On parle depuis des décennies de l’Afrique comme le futur Eldorado et l’on sent que les intérêts s’exacerbent. La Tunisie a les clés de la porte mais d’autres comme le Maroc, notamment, l’ont également. Le Maroc a démarché les pays africains, développé des institutions bancaires dans les pays et industrialisé beaucoup plus autour des deux constructeurs. Quelle chance a la Tunisie ou quel atout majeur dispose-t-elle pour reprendre la main sur le prospect africain ? vous disposez de ressources humaines que d’autres n’ont pas, un historique d’ingénierie indiscutable, mais est-ce suffisant ?

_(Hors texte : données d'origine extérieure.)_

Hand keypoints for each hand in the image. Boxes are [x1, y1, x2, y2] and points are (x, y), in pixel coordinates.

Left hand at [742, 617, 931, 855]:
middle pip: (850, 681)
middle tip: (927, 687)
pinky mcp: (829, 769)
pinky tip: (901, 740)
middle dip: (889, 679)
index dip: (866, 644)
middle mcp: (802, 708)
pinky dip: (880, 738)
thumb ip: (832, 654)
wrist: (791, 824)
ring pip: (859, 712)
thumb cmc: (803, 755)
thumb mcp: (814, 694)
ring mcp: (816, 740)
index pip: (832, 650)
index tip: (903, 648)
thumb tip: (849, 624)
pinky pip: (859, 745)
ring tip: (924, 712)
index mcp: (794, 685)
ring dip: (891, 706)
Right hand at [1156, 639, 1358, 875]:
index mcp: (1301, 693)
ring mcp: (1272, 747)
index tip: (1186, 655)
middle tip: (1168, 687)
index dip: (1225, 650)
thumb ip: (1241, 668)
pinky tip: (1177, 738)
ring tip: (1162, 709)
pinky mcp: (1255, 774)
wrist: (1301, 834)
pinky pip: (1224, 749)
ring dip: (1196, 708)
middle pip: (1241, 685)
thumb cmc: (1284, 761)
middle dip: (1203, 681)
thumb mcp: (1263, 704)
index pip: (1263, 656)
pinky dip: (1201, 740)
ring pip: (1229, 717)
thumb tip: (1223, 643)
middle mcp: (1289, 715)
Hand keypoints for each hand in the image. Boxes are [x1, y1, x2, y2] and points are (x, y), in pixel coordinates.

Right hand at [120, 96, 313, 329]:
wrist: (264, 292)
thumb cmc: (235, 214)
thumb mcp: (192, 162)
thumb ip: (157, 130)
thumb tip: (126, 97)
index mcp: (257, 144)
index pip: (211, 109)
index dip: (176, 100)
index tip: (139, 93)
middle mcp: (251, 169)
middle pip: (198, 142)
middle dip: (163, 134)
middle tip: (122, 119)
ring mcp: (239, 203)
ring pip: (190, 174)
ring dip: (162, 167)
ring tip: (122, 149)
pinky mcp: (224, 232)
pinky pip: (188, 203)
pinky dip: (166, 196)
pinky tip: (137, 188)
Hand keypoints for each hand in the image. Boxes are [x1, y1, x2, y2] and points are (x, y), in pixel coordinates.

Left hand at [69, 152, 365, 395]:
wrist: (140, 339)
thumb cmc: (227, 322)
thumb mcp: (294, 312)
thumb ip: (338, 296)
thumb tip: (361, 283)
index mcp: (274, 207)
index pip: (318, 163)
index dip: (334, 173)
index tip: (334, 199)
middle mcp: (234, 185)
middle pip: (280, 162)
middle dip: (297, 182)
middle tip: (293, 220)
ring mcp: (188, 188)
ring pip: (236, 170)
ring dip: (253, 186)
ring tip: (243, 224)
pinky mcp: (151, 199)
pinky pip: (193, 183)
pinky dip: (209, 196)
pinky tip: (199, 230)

Il faut reconnaître que nous ne savons pas nous vendre comme il faut, nous tunisiens et nous devons faire des efforts en ce domaine, en marketing notamment. C’est à l’ordre du jour de la diplomatie économique tunisienne. Cependant, nous disposons de nombreux atouts qui font que nous pouvons y aller en partenaires. Cela peut prendre la forme d’un partenariat Tunisie / Pays Européen soit pour aller s’installer ensemble dans un pays africain, soit pour répondre à des appels d’offres d’où qu’ils viennent, du Japon comme des USA, de l’Australie, d’un pays lointain intéressé pour s’implanter dans la région. Il est vrai que l’Afrique c’est l’avenir mais l’accomplissement se passe beaucoup plus lentement qu’on l’avait anticipé il y a une dizaine d’années. On voit la concrétisation s’opérer au Rwanda, en Côte d’Ivoire, au Bénin, au Ghana, au Botswana, des pays qui se construisent, « où la mayonnaise est en train de prendre ». Le deuxième atout de ce continent, c’est sa jeunesse, une jeunesse éduquée. Comme le disait un fameux biologiste français : « On a beau analyser le gène, le génie est distribué d’une manière normale pour toutes les nationalités. » Je crois que c’est un continent d’avenir et je crois davantage à un partenariat pour la Tunisie plutôt que d’opter d’y aller seul, parce que nous n’avons pas les moyens de pays comme la Chine ou la Turquie. Il est difficile pour un petit pays qui compte 11 millions d’habitants d’avoir une stratégie africaine. Avec le concours des savoir-faire plus matures et évolués des sociétés européennes, nos entreprises tunisiennes sont tout aussi habilitées à tenir leur rang en Afrique que d’autres pays de la zone. Le schéma du partenariat est à observer de près, parce qu’il n’est pas difficile à mettre en place. Nous sommes un petit pays et nous avons déjà identifié dans la feuille de route de l’investissement cinq créneaux porteurs que nous sommes en train de promouvoir avec nos partenaires européens que sont : L’automobile, l’aéronautique, la pharmacie, l’énergie renouvelable, la digitalisation, des créneaux dans lesquels nous sommes compétitifs. Nous avons tous les atouts pour nous ouvrir sur le continent africain.